═══ Record extracts ═══
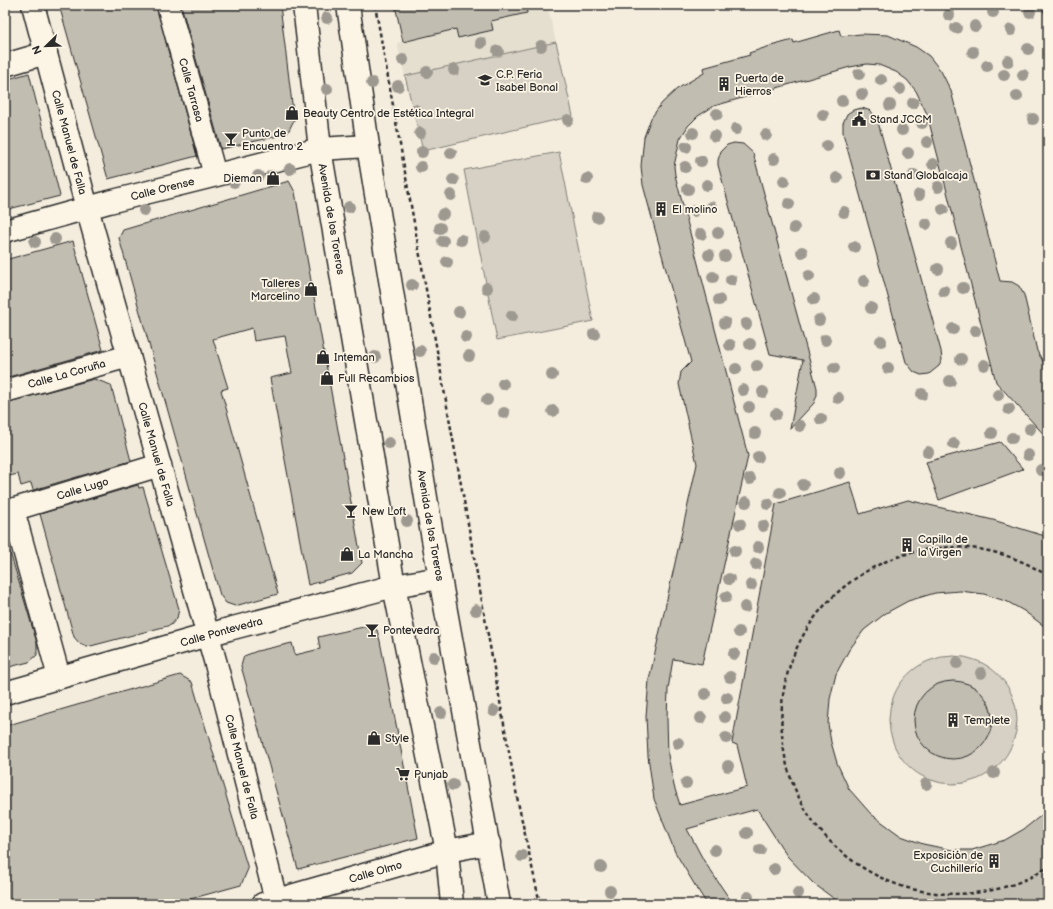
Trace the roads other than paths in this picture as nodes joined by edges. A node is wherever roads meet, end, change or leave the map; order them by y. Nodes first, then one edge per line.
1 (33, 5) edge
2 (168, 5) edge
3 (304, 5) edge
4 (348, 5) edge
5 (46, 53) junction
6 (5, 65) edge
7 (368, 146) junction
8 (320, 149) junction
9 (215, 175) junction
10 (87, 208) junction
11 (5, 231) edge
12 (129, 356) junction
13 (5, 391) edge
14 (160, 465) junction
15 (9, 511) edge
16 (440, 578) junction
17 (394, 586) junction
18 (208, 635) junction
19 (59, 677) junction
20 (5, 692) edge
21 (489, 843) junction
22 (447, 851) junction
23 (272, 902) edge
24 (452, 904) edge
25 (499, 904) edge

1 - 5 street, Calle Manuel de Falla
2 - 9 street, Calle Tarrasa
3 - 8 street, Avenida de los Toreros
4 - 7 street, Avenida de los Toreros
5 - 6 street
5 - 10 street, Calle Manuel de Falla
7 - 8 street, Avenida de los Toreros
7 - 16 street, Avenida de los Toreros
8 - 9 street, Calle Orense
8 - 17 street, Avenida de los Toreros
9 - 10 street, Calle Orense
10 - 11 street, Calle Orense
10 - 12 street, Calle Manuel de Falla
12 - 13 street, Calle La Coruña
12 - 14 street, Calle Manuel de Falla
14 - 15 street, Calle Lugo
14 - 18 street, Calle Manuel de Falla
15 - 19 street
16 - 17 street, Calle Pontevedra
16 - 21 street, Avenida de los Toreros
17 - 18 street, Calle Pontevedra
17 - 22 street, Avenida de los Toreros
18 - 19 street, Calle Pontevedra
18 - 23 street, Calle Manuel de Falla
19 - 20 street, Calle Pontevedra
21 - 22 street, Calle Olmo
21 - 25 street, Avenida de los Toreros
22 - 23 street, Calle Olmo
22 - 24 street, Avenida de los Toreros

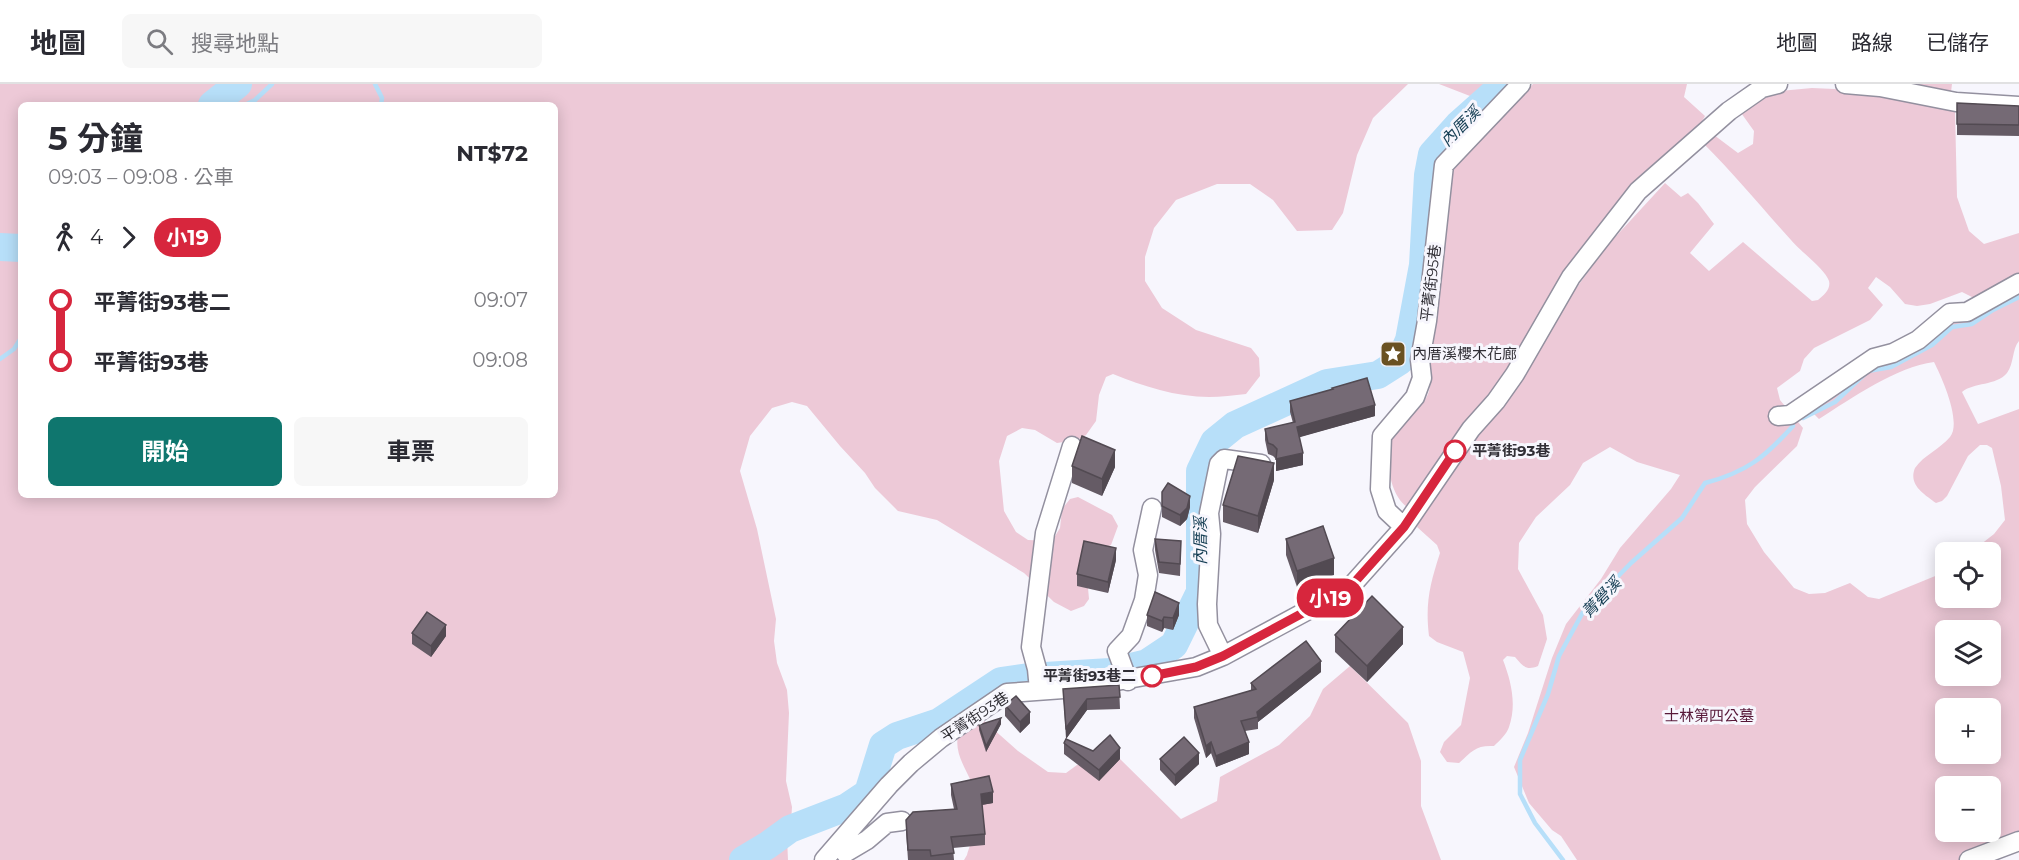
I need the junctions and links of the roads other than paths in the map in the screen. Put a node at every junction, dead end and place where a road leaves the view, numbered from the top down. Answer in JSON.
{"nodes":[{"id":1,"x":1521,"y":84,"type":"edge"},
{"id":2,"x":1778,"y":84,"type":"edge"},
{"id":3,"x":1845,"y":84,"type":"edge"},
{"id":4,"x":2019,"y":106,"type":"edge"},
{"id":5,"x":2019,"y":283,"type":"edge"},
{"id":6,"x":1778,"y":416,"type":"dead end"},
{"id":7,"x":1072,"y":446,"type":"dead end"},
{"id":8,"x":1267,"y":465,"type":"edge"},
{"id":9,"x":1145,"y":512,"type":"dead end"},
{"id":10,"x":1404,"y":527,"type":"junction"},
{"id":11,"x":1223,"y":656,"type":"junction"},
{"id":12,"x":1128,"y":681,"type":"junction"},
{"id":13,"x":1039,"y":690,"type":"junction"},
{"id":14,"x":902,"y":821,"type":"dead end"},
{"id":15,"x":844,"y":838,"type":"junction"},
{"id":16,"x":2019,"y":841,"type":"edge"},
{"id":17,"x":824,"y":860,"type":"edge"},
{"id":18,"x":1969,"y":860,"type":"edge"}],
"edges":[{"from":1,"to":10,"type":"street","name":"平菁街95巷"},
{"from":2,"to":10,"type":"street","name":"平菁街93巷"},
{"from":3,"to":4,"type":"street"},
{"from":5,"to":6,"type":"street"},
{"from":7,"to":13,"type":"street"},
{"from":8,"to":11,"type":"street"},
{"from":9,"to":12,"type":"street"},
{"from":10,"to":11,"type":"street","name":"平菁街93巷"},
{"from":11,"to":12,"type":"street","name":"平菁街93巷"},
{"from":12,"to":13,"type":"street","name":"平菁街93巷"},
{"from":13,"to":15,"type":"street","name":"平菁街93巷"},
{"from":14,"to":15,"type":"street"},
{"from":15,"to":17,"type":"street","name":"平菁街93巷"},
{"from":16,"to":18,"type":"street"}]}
═══
(Directions): Which of the lines above hold the string "nodes"? Copy each one.

(Task answer):
Trace the roads other than paths in this picture as nodes joined by edges. A node is wherever roads meet, end, change or leave the map; order them by y. Nodes first, then one edge per line.
{"nodes":[{"id":1,"x":1521,"y":84,"type":"edge"},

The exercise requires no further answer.